Stored records
- - - - - - -

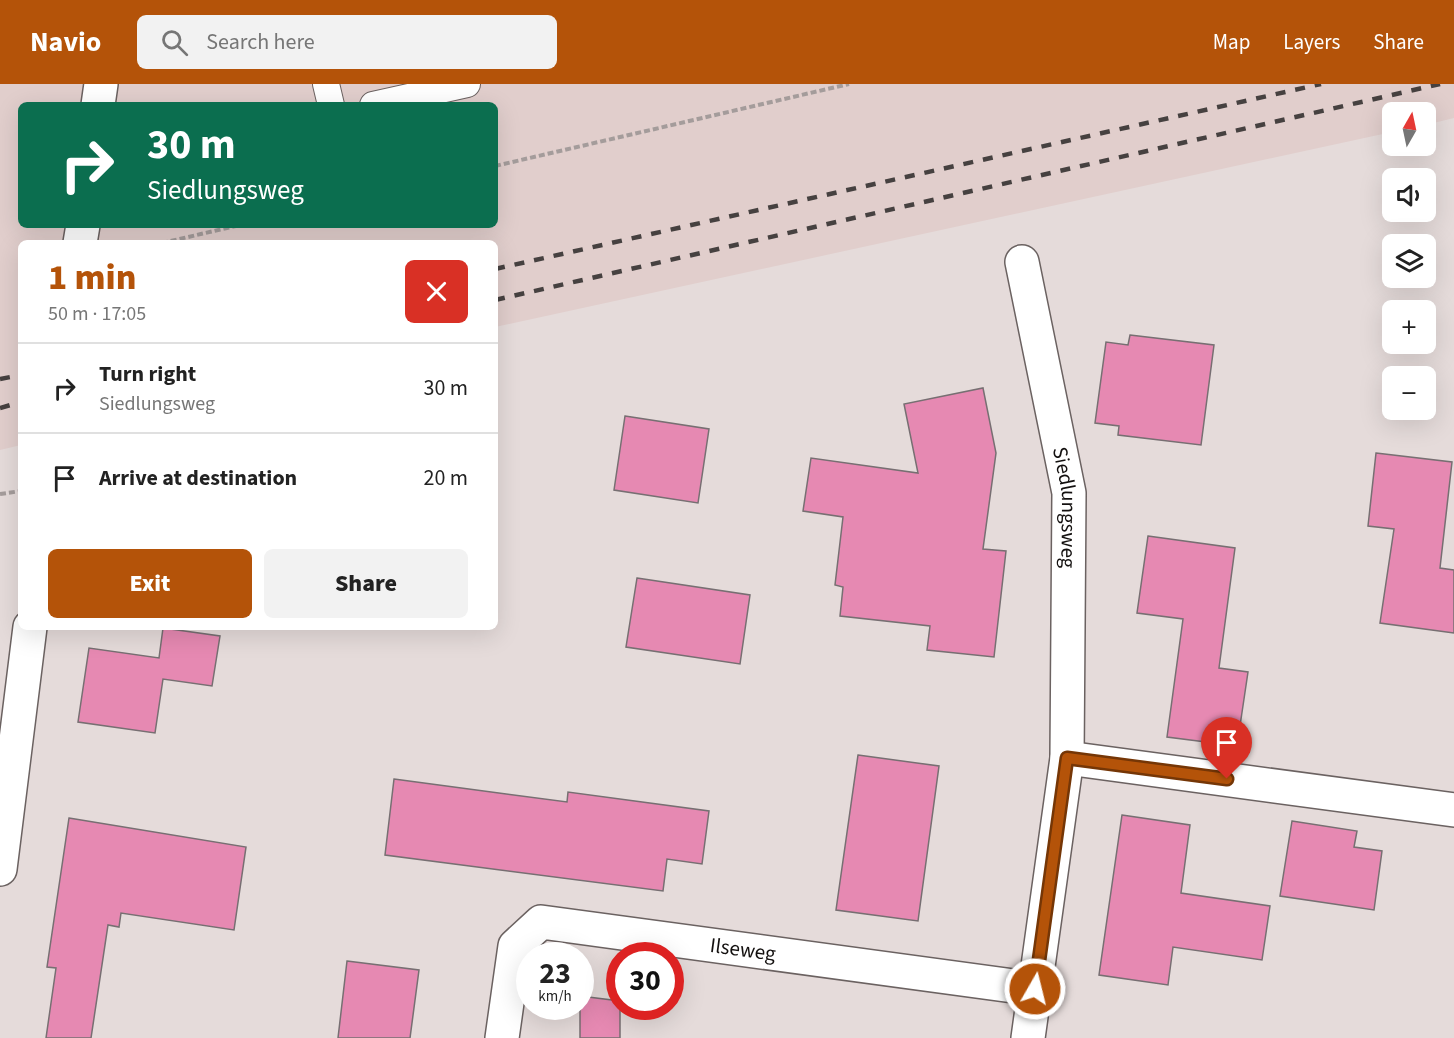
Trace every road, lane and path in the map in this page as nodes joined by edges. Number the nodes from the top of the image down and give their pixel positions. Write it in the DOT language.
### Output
graph roads {
  1 [pos="101,84"];
  2 [pos="326,84"];
  3 [pos="467,84"];
  4 [pos="849,84"];
  5 [pos="98,102"];
  6 [pos="330,102"];
  7 [pos="386,102"];
  8 [pos="498,165"];
  9 [pos="227,228"];
  10 [pos="175,240"];
  11 [pos="1022,262"];
  12 [pos="18,491"];
  13 [pos="0,494"];
  14 [pos="30,630"];
  15 [pos="1067,758"];
  16 [pos="1454,810"];
  17 [pos="0,869"];
  18 [pos="1035,989"];
  19 [pos="502,1038"];
  20 [pos="1028,1038"];
  1 -- 5 [label="street"];
  2 -- 6 [label="lane"];
  3 -- 7 [label="lane"];
  4 -- 8 [label="path"];
  9 -- 10 [label="path"];
  11 -- 15 [label="street, Siedlungsweg"];
  12 -- 13 [label="path"];
  14 -- 17 [label="street"];
  15 -- 16 [label="street"];
  15 -- 18 [label="street, Siedlungsweg"];
  18 -- 19 [label="street, Ilseweg"];
  18 -- 20 [label="street, Siedlungsweg"];
}
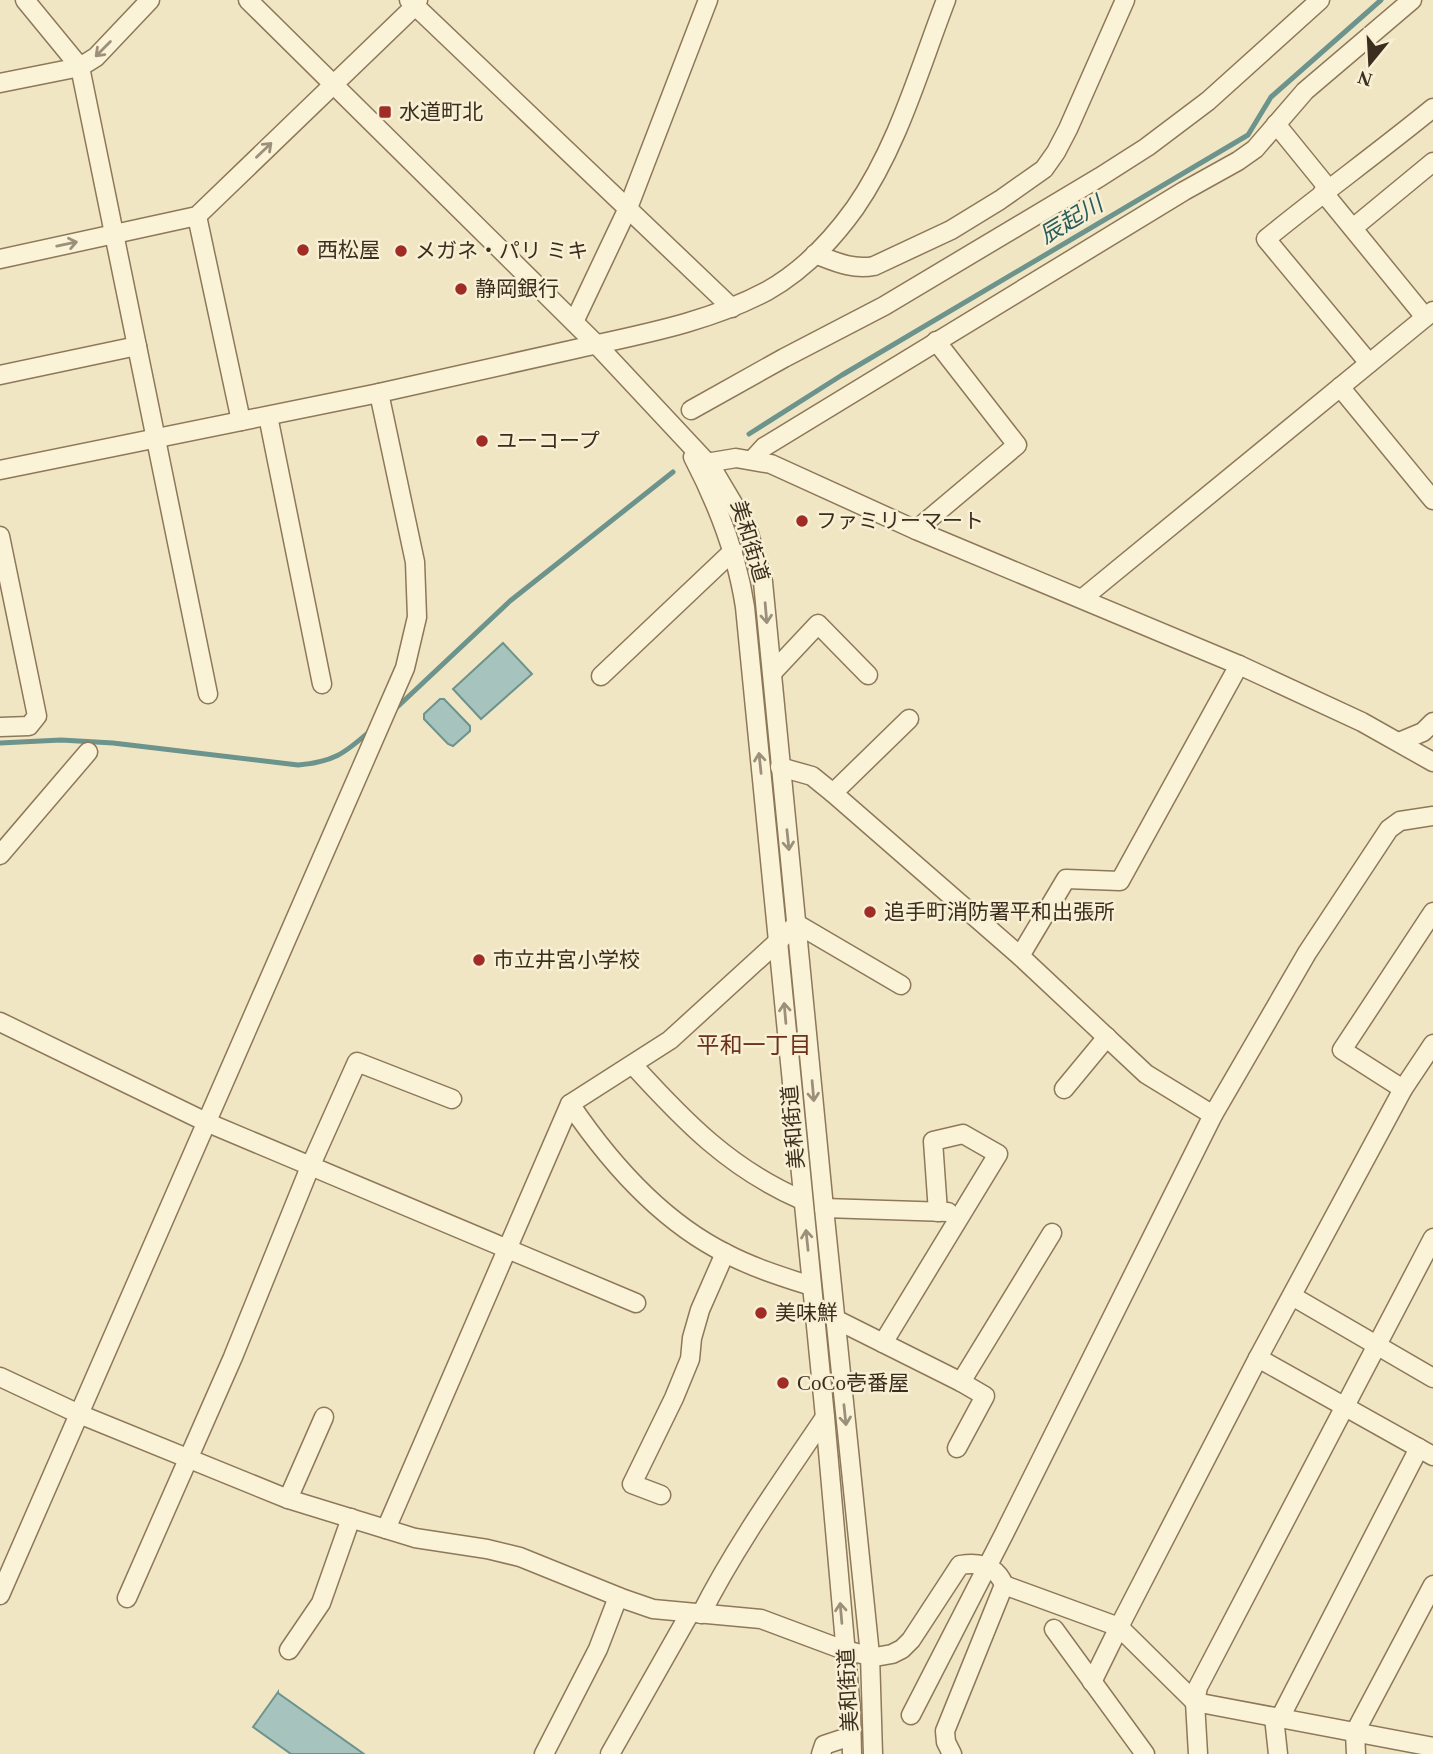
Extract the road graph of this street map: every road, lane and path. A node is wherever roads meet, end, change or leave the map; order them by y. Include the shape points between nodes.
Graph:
1 (25, 0) edge
2 (150, 0) edge
3 (248, 0) edge
4 (708, 0) edge
5 (946, 0) edge
6 (1125, 0) edge
7 (1320, 0) edge
8 (1412, 0) edge
9 (414, 2) edge
10 (80, 67) junction
11 (0, 83) edge
12 (332, 84) junction
13 (1433, 108) edge
14 (1276, 124) junction
15 (1433, 162) edge
16 (1325, 190) junction
17 (628, 208) junction
18 (197, 216) junction
19 (1353, 229) junction
20 (114, 234) junction
21 (815, 254) junction
22 (0, 259) edge
23 (732, 308) junction
24 (1429, 314) edge
25 (574, 322) junction
26 (936, 341) junction
27 (597, 345) junction
28 (137, 346) junction
29 (1370, 363) junction
30 (0, 374) edge
31 (1340, 387) junction
32 (379, 393) junction
33 (691, 410) dead end
34 (268, 416) junction
35 (241, 421) junction
36 (681, 436) junction
37 (157, 438) junction
38 (752, 459) junction
39 (706, 463) junction
40 (0, 470) edge
41 (1433, 500) edge
42 (916, 530) junction
43 (0, 536) edge
44 (733, 551) junction
45 (1083, 598) junction
46 (1239, 665) junction
47 (772, 673) junction
48 (868, 675) dead end
49 (601, 676) dead end
50 (322, 684) dead end
51 (208, 694) dead end
52 (909, 719) dead end
53 (1433, 722) edge
54 (0, 727) edge
55 (1399, 742) junction
56 (88, 752) dead end
57 (1433, 762) edge
58 (780, 767) junction
59 (832, 793) junction
60 (1433, 816) edge
61 (0, 855) edge
62 (1433, 912) edge
63 (797, 924) junction
64 (778, 942) junction
65 (1020, 956) junction
66 (901, 985) dead end
67 (0, 1022) edge
68 (1107, 1037) junction
69 (1433, 1044) edge
70 (633, 1065) junction
71 (1064, 1088) dead end
72 (1403, 1089) junction
73 (452, 1099) dead end
74 (570, 1104) junction
75 (1213, 1115) junction
76 (206, 1122) junction
77 (310, 1167) junction
78 (802, 1200) junction
79 (824, 1208) junction
80 (938, 1212) junction
81 (962, 1213) junction
82 (1052, 1233) dead end
83 (1433, 1238) edge
84 (508, 1250) junction
85 (725, 1253) junction
86 (811, 1286) junction
87 (1292, 1296) junction
88 (636, 1303) dead end
89 (835, 1319) junction
90 (883, 1343) junction
91 (1378, 1345) junction
92 (1258, 1358) junction
93 (1432, 1376) edge
94 (0, 1377) edge
95 (961, 1381) junction
96 (1346, 1407) junction
97 (79, 1415) junction
98 (324, 1417) dead end
99 (825, 1417) junction
100 (957, 1448) dead end
101 (1426, 1452) edge
102 (186, 1459) junction
103 (661, 1495) dead end
104 (288, 1499) junction
105 (351, 1518) junction
106 (386, 1529) junction
107 (988, 1566) junction
108 (1004, 1585) junction
109 (1433, 1585) edge
110 (0, 1595) edge
111 (618, 1597) junction
112 (127, 1598) dead end
113 (695, 1614) junction
114 (1119, 1627) junction
115 (1054, 1629) dead end
116 (289, 1650) dead end
117 (844, 1650) junction
118 (870, 1656) junction
119 (1092, 1682) junction
120 (1195, 1702) junction
121 (911, 1714) dead end
122 (1277, 1718) junction
123 (1355, 1732) junction
124 (852, 1745) edge
125 (1433, 1747) edge
126 (544, 1754) edge
127 (610, 1754) edge
128 (821, 1754) edge
129 (873, 1754) edge
130 (952, 1754) edge
131 (1145, 1754) edge
132 (1198, 1754) edge
133 (1278, 1754) edge
134 (1356, 1754) edge

1 - 10 street
2 -> 10 street via 96,57
3 - 12 street, 美和街道
4 - 17 street
5 - 21 street via 892,142 854,209
6 - 21 street via 1044,169 951,230 874,266 846,266
7 - 33 street via 1208,101 1124,162 884,306
8 - 14 street via 1305,91
9 - 12 street
9 - 17 street
10 - 11 street
10 - 20 street
18 -> 12 street
12 - 25 street, 美和街道
13 - 16 street
14 - 16 street
14 - 26 street via 1238,161
15 - 19 street
16 - 19 street
16 - 29 street via 1266,239
17 - 23 street
17 - 25 street
18 - 20 street
18 - 35 street
19 - 24 street
22 -> 20 street
20 - 28 street
21 - 23 street via 769,289
23 - 27 street
24 - 29 street
25 - 27 street, 美和街道
26 - 38 street via 764,447
26 - 42 street via 1017,445
27 - 32 street
27 - 36 street, 美和街道
28 - 30 street
28 - 37 street
29 - 31 street
31 - 41 street
31 - 45 street
32 - 34 street
32 - 76 street via 415,562 417,617 405,668
34 - 35 street
34 - 50 street
35 - 37 street
36 - 39 street, 美和街道
36 - 44 street, 美和街道 via 708,486
37 - 40 street
37 - 51 street
38 - 39 street
38 - 42 street
39 -> 47 street, 美和街道 via 722,481 747,527 763,582
42 - 45 street
43 - 54 street via 37,716 29,726
44 - 49 street
64 -> 44 street, 美和街道 via 745,607
45 - 46 street
46 - 55 street
46 - 65 street via 1120,881 1066,879
47 - 48 street via 818,624
47 - 58 street, 美和街道
52 - 59 street
53 - 55 street via 1423,732
55 - 57 street
56 - 61 street
58 - 59 street via 812,776
58 -> 63 street, 美和街道
59 - 65 street
60 - 75 street via 1401,821 1389,829 1307,953
62 - 72 street via 1342,1050
63 - 64 street
63 - 66 street
63 -> 79 street, 美和街道
64 - 70 street via 670,1040
78 -> 64 street, 美和街道
65 - 68 street
67 - 76 street
68 - 71 street
68 - 75 street via 1146,1074
69 - 72 street
70 - 74 street
70 - 78 street via 708,1143
72 - 87 street
73 - 77 street via 357,1062
74 - 84 street
74 - 85 street via 594,1140 631,1181 672,1218
75 - 107 street
76 - 77 street
76 - 97 street
77 - 84 street
77 - 102 street
86 -> 78 street, 美和街道
79 - 80 street
79 - 89 street, 美和街道
80 - 81 street
80 - 81 street via 933,1141 963,1134 998,1154
81 - 90 street
82 - 95 street
83 - 91 street
84 - 88 street
84 - 106 street
85 - 86 street
85 - 103 street via 700,1310 690,1359 632,1484
86 - 99 street, 美和街道
87 - 91 street
87 - 92 street
89 - 90 street
89 -> 118 street, 美和街道
90 - 95 street
91 - 93 street
91 - 96 street
92 - 96 street
92 - 114 street
94 - 97 street
95 - 100 street via 985,1396
96 - 101 street
96 - 120 street via 1198,1686
97 - 102 street
97 - 110 street
98 - 104 street
99 - 113 street
117 -> 99 street, 美和街道
101 - 122 street
102 - 104 street
102 - 112 street
104 - 105 street
105 - 106 street
105 - 116 street via 321,1603
106 - 111 street via 520,1557
107 - 108 street
107 - 118 street via 960,1565 911,1640 892,1654
107 - 121 street
108 - 114 street
108 - 130 street via 945,1731
109 - 123 street
111 - 113 street via 653,1609
111 - 126 street via 598,1649
113 - 117 street via 761,1619
113 - 127 street
114 - 119 street
114 - 120 street
115 - 119 street
117 - 118 street
117 - 124 street, 美和街道
118 - 129 street, 美和街道
119 - 131 street
120 - 122 street
120 - 132 street
122 - 123 street
122 - 133 street
123 - 125 street
123 - 134 street
124 - 128 street via 824,1745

- - - - - - -

-- Action item --
Leave out all pictures and output each line exactly, from the top of the records through the line that holds "Extract the road".

-- Written solution --
Trace every road, lane and path in the map in this page as nodes joined by edges. Number the nodes from the top of the image down and give their pixel positions. Write it in the DOT language.
### Output
graph roads {
  1 [pos="101,84"];
  2 [pos="326,84"];
  3 [pos="467,84"];
  4 [pos="849,84"];
  5 [pos="98,102"];
  6 [pos="330,102"];
  7 [pos="386,102"];
  8 [pos="498,165"];
  9 [pos="227,228"];
  10 [pos="175,240"];
  11 [pos="1022,262"];
  12 [pos="18,491"];
  13 [pos="0,494"];
  14 [pos="30,630"];
  15 [pos="1067,758"];
  16 [pos="1454,810"];
  17 [pos="0,869"];
  18 [pos="1035,989"];
  19 [pos="502,1038"];
  20 [pos="1028,1038"];
  1 -- 5 [label="street"];
  2 -- 6 [label="lane"];
  3 -- 7 [label="lane"];
  4 -- 8 [label="path"];
  9 -- 10 [label="path"];
  11 -- 15 [label="street, Siedlungsweg"];
  12 -- 13 [label="path"];
  14 -- 17 [label="street"];
  15 -- 16 [label="street"];
  15 -- 18 [label="street, Siedlungsweg"];
  18 -- 19 [label="street, Ilseweg"];
  18 -- 20 [label="street, Siedlungsweg"];
}
Extract the road graph of this street map: every road, lane and path. A node is wherever roads meet, end, change or leave the map; order them by y. Include the shape points between nodes.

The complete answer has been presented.